Celebrating U.N. International Human Rights Day
Each December 10th, the world observes International Human Rights Day, also known as UN Human Rights Day, to commemorate the signing of the Universal Declaration of Human Rights. Human Rights Day is not only a signal achievement in human liberty and freedom, but a significant milestone, initially brought by the teachings of Baha’u’llah, in humanity’s release from tyranny and bondage. In a 1986 message to the American Baha’i community, the Universal House of Justice, the democratically-elected international administrative body of the Baha’i Faith, wrote:
“The spirit of liberty which in recent decades has swept over the planet with such tempestuous force is a manifestation of the vibrancy of the Revelation brought by Baha’u’llah.
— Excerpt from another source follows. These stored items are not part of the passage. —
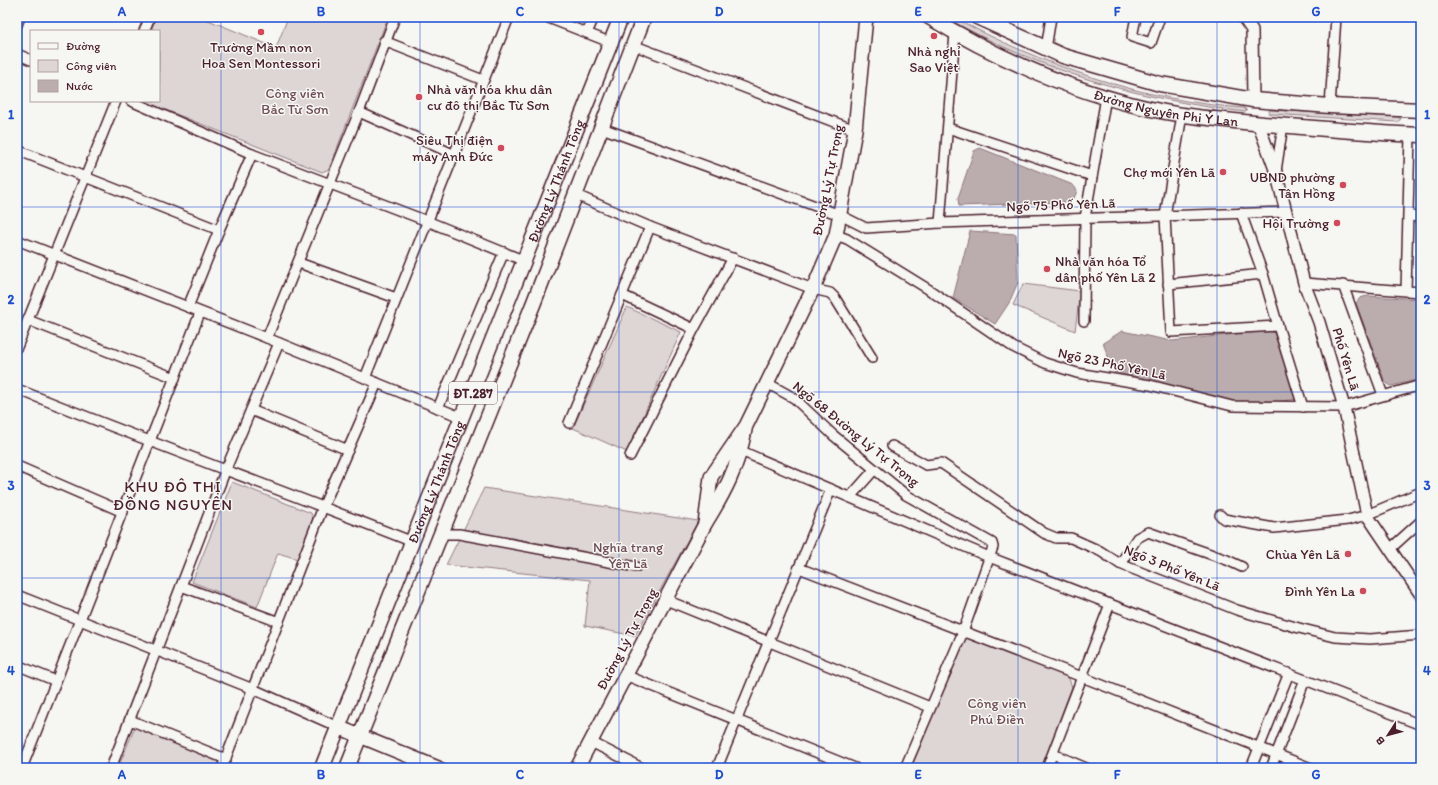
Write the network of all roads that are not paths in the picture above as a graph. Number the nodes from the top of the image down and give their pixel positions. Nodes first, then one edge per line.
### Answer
1 (20, 17) edge
2 (150, 17) edge
3 (394, 17) edge
4 (509, 17) edge
5 (546, 17) edge
6 (594, 17) edge
7 (621, 17) edge
8 (644, 17) edge
9 (866, 17) edge
10 (929, 17) edge
11 (977, 17) edge
12 (1051, 17) edge
13 (1136, 17) edge
14 (1160, 17) edge
15 (1243, 17) edge
16 (1336, 17) edge
17 (17, 26) edge
18 (144, 30) edge
19 (587, 33) junction
20 (956, 33) junction
21 (384, 41) junction
22 (612, 43) junction
23 (633, 44) junction
24 (1046, 49) junction
25 (17, 54) edge
26 (30, 60) edge
27 (483, 80) junction
28 (1106, 97) junction
29 (1253, 100) junction
30 (116, 102) edge
31 (133, 102) edge
32 (1330, 106) junction
33 (1421, 110) edge
34 (359, 112) junction
35 (1182, 115) junction
36 (1258, 123) junction
37 (1421, 123) edge
38 (1283, 125) junction
39 (602, 128) junction
40 (948, 128) junction
41 (855, 130) junction
42 (1416, 135) edge
43 (17, 150) edge
44 (252, 154) junction
45 (453, 154) junction
46 (567, 156) junction
47 (588, 164) junction
48 (1276, 172) junction
49 (1092, 176) junction
50 (86, 177) junction
51 (330, 183) junction
52 (576, 195) junction
53 (1286, 212) junction
54 (1241, 214) junction
55 (840, 215) junction
56 (1165, 216) junction
57 (1408, 216) junction
58 (1421, 217) edge
59 (1085, 218) junction
60 (427, 221) junction
61 (940, 223) junction
62 (650, 227) junction
63 (218, 230) junction
64 (836, 235) junction
65 (17, 240) edge
66 (504, 252) junction
67 (55, 255) junction
68 (733, 258) junction
69 (525, 261) junction
70 (299, 262) junction
71 (1263, 274) junction
72 (1304, 283) junction
73 (1168, 284) junction
74 (1343, 285) junction
75 (813, 289) junction
76 (1406, 291) junction
77 (1421, 292) edge
78 (622, 296) junction
79 (396, 298) junction
80 (188, 307) junction
81 (200, 313) junction
82 (28, 320) junction
83 (1084, 321) dead end
84 (1278, 326) junction
85 (694, 328) junction
86 (268, 338) junction
87 (279, 343) junction
88 (17, 347) edge
89 (872, 358) dead end
90 (175, 378) junction
91 (365, 378) junction
92 (377, 383) junction
93 (767, 383) junction
94 (1421, 385) edge
95 (17, 389) edge
96 (1383, 395) junction
97 (1303, 407) junction
98 (1344, 407) junction
99 (438, 408) junction
100 (251, 410) junction
101 (463, 418) junction
102 (569, 422) dead end
103 (746, 426) junction
104 (150, 443) junction
105 (892, 446) dead end
106 (348, 450) junction
107 (741, 451) junction
108 (630, 456) dead end
109 (17, 466) edge
110 (226, 469) junction
111 (874, 470) junction
112 (831, 489) junction
113 (1421, 492) edge
114 (850, 497) junction
115 (323, 507) junction
116 (123, 512) junction
117 (1220, 515) dead end
118 (1367, 515) junction
119 (1421, 521) edge
120 (705, 524) junction
121 (441, 534) junction
122 (413, 542) junction
123 (1390, 549) junction
124 (989, 557) junction
125 (1120, 564) junction
126 (1242, 567) dead end
127 (636, 568) dead end
128 (799, 568) junction
129 (181, 586) junction
130 (17, 595) edge
131 (1421, 595) edge
132 (666, 600) junction
133 (1110, 604) junction
134 (80, 621) junction
135 (279, 622) junction
136 (964, 632) junction
137 (1421, 636) edge
138 (769, 643) junction
139 (156, 652) junction
140 (17, 665) edge
141 (1289, 673) junction
142 (626, 675) junction
143 (1082, 677) junction
144 (1305, 680) junction
145 (56, 681) junction
146 (253, 689) junction
147 (930, 707) junction
148 (130, 720) junction
149 (737, 722) junction
150 (1421, 724) edge
151 (338, 727) junction
152 (359, 735) junction
153 (591, 742) junction
154 (1259, 747) junction
155 (1052, 754) junction
156 (1276, 754) junction
157 (224, 764) edge
158 (22, 768) edge
159 (111, 768) edge
160 (322, 768) edge
161 (347, 768) edge
162 (438, 768) edge
163 (577, 768) edge
164 (642, 768) edge
165 (717, 768) edge
166 (855, 768) edge
167 (905, 768) edge
168 (1047, 768) edge
169 (1086, 768) edge
170 (1251, 768) edge
171 (1271, 768) edge
172 (1311, 768) edge

1 - 17 street
2 - 18 street
3 - 21 street
4 - 27 street
5 - 19 street
6 - 19 street
7 - 22 main road, Đường Lý Thánh Tông / ĐT.287
8 - 23 main road, Đường Lý Thánh Tông / ĐT.287
9 - 41 main road, Đường Lý Tự Trọng
10 - 20 main road, Đường Nguyên Phi Ỷ Lan
11 - 24 main road, Đường Nguyên Phi Ỷ Lan
12 - 24 street
13 - 14 street
15 - 29 street
16 - 32 street
19 - 22 street
20 - 28 main road, Đường Nguyên Phi Ỷ Lan
20 - 40 street
21 - 27 street
21 - 34 street
22 - 46 main road, Đường Lý Thánh Tông / ĐT.287
23 - 39 main road, Đường Lý Thánh Tông / ĐT.287
23 - 41 street
24 - 29 main road, Đường Nguyên Phi Ỷ Lan
25 - 26 street
27 - 45 street
28 - 35 main road, Đường Nguyên Phi Ỷ Lan
28 - 49 street
29 - 32 main road, Đường Nguyên Phi Ỷ Lan
29 - 36 main road
30 - 50 street
31 - 44 street
32 - 33 main road, Đường Nguyên Phi Ỷ Lan
34 - 45 street
34 - 51 street
35 - 36 main road, Đường Nguyên Phi Ỷ Lan
35 - 56 street
36 - 38 main road, Đường Nguyên Phi Ỷ Lan
36 - 48 street, Phố Yên Lã
37 - 42 main road
38 - 42 main road, Đường Nguyên Phi Ỷ Lan
38 - 48 street
39 - 47 main road, Đường Lý Thánh Tông / ĐT.287
39 - 55 street, Ngõ 75 Phố Yên Lã
40 - 49 street
40 - 61 street
41 - 55 main road, Đường Lý Tự Trọng
42 - 57 street
43 - 50 street
44 - 51 street
44 - 63 street
45 - 60 street
46 - 47 main road
46 - 69 main road, Đường Lý Thánh Tông / ĐT.287
47 - 52 main road, Đường Lý Thánh Tông / ĐT.287
48 - 53 street, Phố Yên Lã
49 - 59 street
50 - 63 street
50 - 67 street
51 - 60 street
51 - 70 street
52 - 62 street
52 - 121 main road, Đường Lý Thánh Tông / ĐT.287
53 - 54 street, Ngõ 75 Phố Yên Lã
53 - 72 street, Phố Yên Lã
54 - 56 street, Ngõ 75 Phố Yên Lã
54 - 71 street
55 - 61 street, Ngõ 75 Phố Yên Lã
55 - 64 main road, Đường Lý Tự Trọng
56 - 59 street, Ngõ 75 Phố Yên Lã
56 - 73 street
57 - 58 street
57 - 76 street
59 - 61 street, Ngõ 75 Phố Yên Lã
59 - 83 street
60 - 66 street
60 - 79 street
62 - 68 street
62 - 78 street
63 - 80 street
64 - 75 main road, Đường Lý Tự Trọng
64 - 97 street, Ngõ 23 Phố Yên Lã
65 - 67 street
66 - 69 street
66 - 99 street
67 - 80 street
67 - 82 street
68 - 75 street
68 - 85 street
69 - 101 main road, Đường Lý Thánh Tông / ĐT.287
70 - 79 street
70 - 86 street
71 - 73 street
71 - 84 street
72 - 74 street
72 - 98 street, Phố Yên Lã
73 - 84 street
74 - 76 street
74 - 96 street
75 - 89 street
75 - 93 main road, Đường Lý Tự Trọng
76 - 77 street
78 - 85 street
78 - 102 street
79 - 91 street
80 - 81 street
81 - 86 street
81 - 90 street
82 - 88 street
82 - 90 street
84 - 97 street
85 - 108 street
86 - 87 street
87 - 91 street
87 - 100 street
90 - 104 street
91 - 92 street
92 - 99 street
92 - 106 street
93 - 103 main road, Đường Lý Tự Trọng
93 - 111 street, Ngõ 68 Đường Lý Tự Trọng
94 - 96 street, Ngõ 23 Phố Yên Lã
95 - 104 street
96 - 98 street, Ngõ 23 Phố Yên Lã
97 - 98 street, Ngõ 23 Phố Yên Lã
98 - 118 street, Phố Yên Lã
99 - 101 street
100 - 106 street
100 - 110 street
101 - 122 main road, Đường Lý Thánh Tông / ĐT.287
103 - 107 main road, Đường Lý Tự Trọng
103 - 120 main road, Đường Lý Tự Trọng
104 - 110 street
104 - 116 street
105 - 125 street, Ngõ 3 Phố Yên Lã
106 - 115 street
107 - 112 street
107 - 120 main road, Đường Lý Tự Trọng
109 - 116 street
110 - 115 street
110 - 129 street
111 - 114 street
111 - 124 street, Ngõ 68 Đường Lý Tự Trọng
112 - 114 street
112 - 128 street
113 - 118 street
114 - 124 street
115 - 122 street
115 - 135 street
116 - 134 street
117 - 118 street
118 - 123 street, Phố Yên Lã
119 - 123 street
120 - 132 main road, Đường Lý Tự Trọng
121 - 127 street
121 - 152 main road, Đường Lý Thánh Tông / ĐT.287
122 - 151 main road, Đường Lý Thánh Tông / ĐT.287
123 - 131 street, Phố Yên Lã
124 - 133 street
124 - 136 street
125 - 126 street
125 - 137 street, Ngõ 3 Phố Yên Lã
128 - 136 street
128 - 138 street
129 - 135 street
129 - 139 street
130 - 134 street
132 - 138 street
132 - 142 main road, Đường Lý Tự Trọng
133 - 141 street
133 - 143 street
134 - 139 street
134 - 145 street
135 - 146 street
136 - 143 street
136 - 147 street
138 - 147 street
138 - 149 street
139 - 146 street
139 - 148 street
140 - 145 street
141 - 144 street
141 - 154 street
142 - 149 street
142 - 153 main road, Đường Lý Tự Trọng
143 - 154 street
143 - 155 street
144 - 150 street
144 - 156 street
145 - 158 street
146 - 151 street
146 - 157 street
147 - 167 street
148 - 157 street
148 - 159 street
149 - 165 street
149 - 166 street
151 - 152 main road
151 - 160 main road, Đường Lý Thánh Tông / ĐT.287
152 - 161 main road, Đường Lý Thánh Tông / ĐT.287
152 - 162 main road
153 - 163 main road, Đường Lý Tự Trọng
153 - 164 street
154 - 156 street
154 - 170 street
155 - 168 street
155 - 169 street
156 - 171 street
156 - 172 street

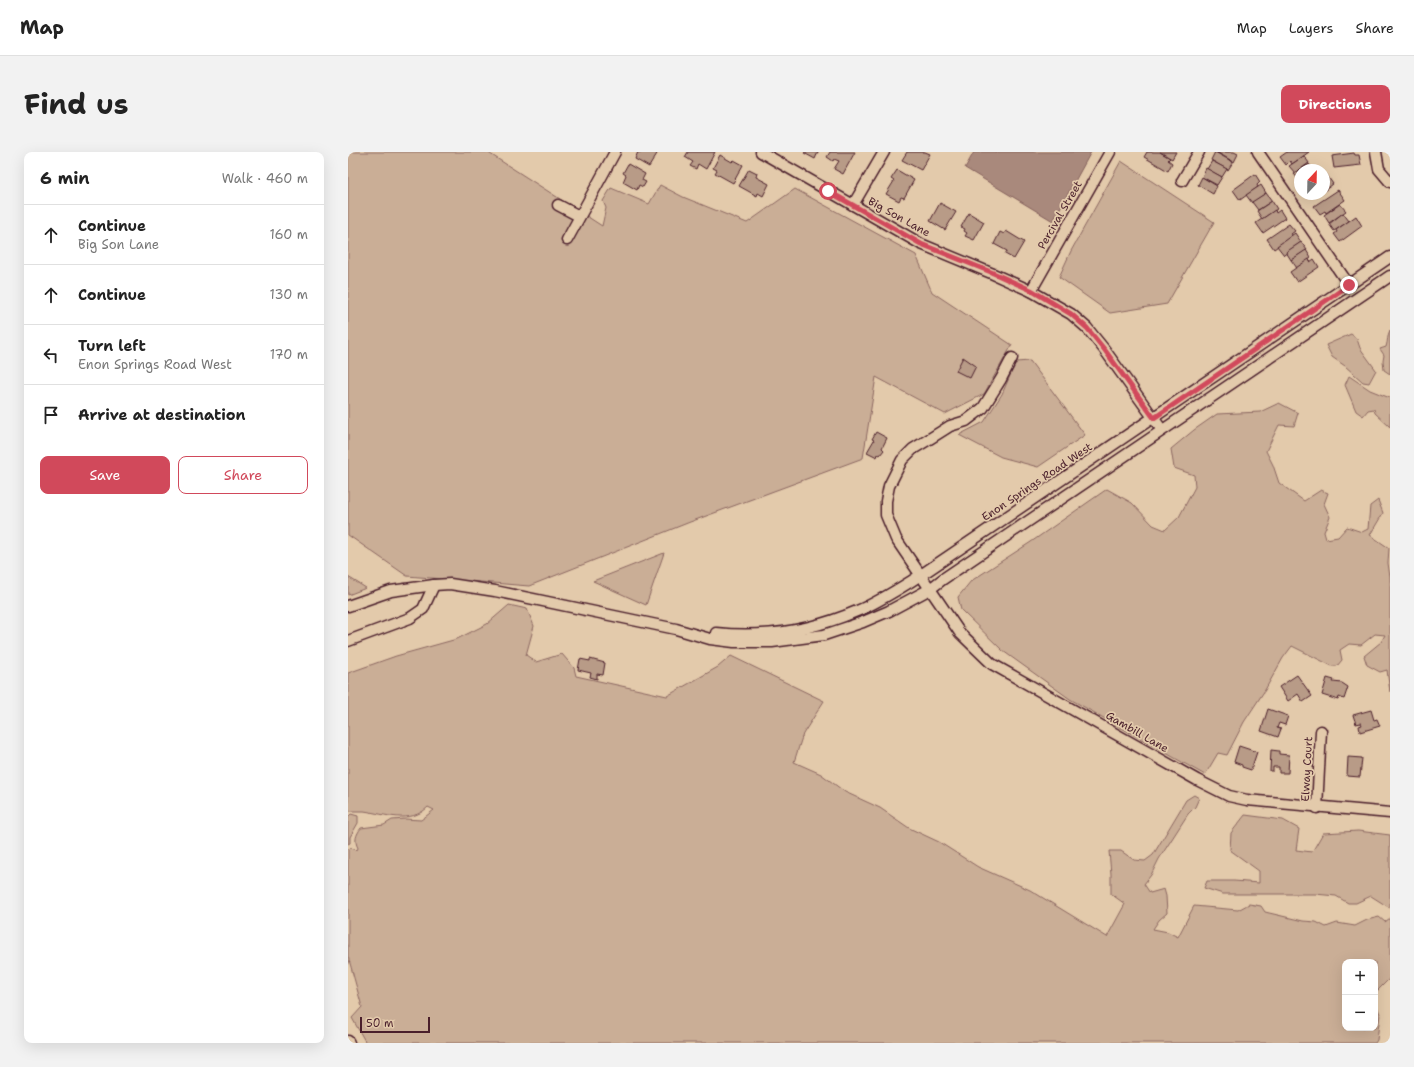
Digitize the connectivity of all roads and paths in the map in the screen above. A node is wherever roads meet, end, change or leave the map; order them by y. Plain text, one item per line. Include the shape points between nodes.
1 (615, 152) edge
2 (760, 152) edge
3 (884, 152) edge
4 (1110, 152) edge
5 (1198, 152) edge
6 (1258, 152) edge
7 (1376, 152) edge
8 (1182, 181) dead end
9 (1390, 182) edge
10 (558, 205) dead end
11 (853, 205) junction
12 (579, 216) junction
13 (567, 240) dead end
14 (1390, 257) edge
15 (1390, 276) edge
16 (1349, 285) junction
17 (1031, 290) junction
18 (1012, 358) dead end
19 (1154, 418) junction
20 (1162, 430) junction
21 (921, 576) junction
22 (434, 585) junction
23 (930, 589) junction
24 (348, 606) edge
25 (664, 627) junction
26 (348, 641) edge
27 (1321, 731) dead end
28 (1317, 808) junction
29 (1390, 814) edge

1 - 12 street
2 - 11 street, Big Son Lane
3 - 11 street
4 - 17 street, Percival Street
5 - 8 street
6 - 16 street
7 - 9 street via 1379,169
10 - 12 street
11 - 17 street, Big Son Lane via 921,244
12 - 13 street
14 - 16 street, Enon Springs Road West
15 - 20 street
16 - 19 street, Enon Springs Road West
17 - 19 street, Big Son Lane via 1071,314 1087,328
18 - 21 street, Gambill Lane via 983,408 966,421 950,426 913,450 902,460 889,486 886,515 896,539
19 - 20 street, Big Son Lane
19 - 21 street, Enon Springs Road West
20 - 23 street
21 - 23 street, Gambill Lane
21 - 25 street, Enon Springs Road West via 857,611 807,627 768,634 742,635
22 - 24 street via 392,591
22 - 25 street via 473,587
22 - 26 street via 423,609 410,618
23 - 25 street via 864,622 824,635 792,640 752,643 723,641
23 - 28 street, Gambill Lane via 960,633 992,664 1164,762 1230,796
27 - 28 street, Elway Court
28 - 29 street, Gambill Lane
His own words confirm it. “The Ancient Beauty,” He wrote in a soul-stirring commentary on His sufferings, “hath consented to be bound with chains that mankind may be released from its bondage, and hath accepted to be made a prisoner within this most mighty Stronghold that the whole earth may attain unto true liberty.”
Might it not be reasonably concluded, then, that “true liberty” is His gift of love to the human race? Consider what Baha’u’llah has done: He revealed laws and principles to guide the free, He established an Order to channel the actions of the free, He proclaimed a Covenant to guarantee the unity of the free.
Thus, we hold to this ultimate perspective: Baha’u’llah came to set humanity free. His Revelation is, indeed, an invitation to freedom—freedom from want, freedom from war, freedom to unite, freedom to progress, freedom in peace and joy.”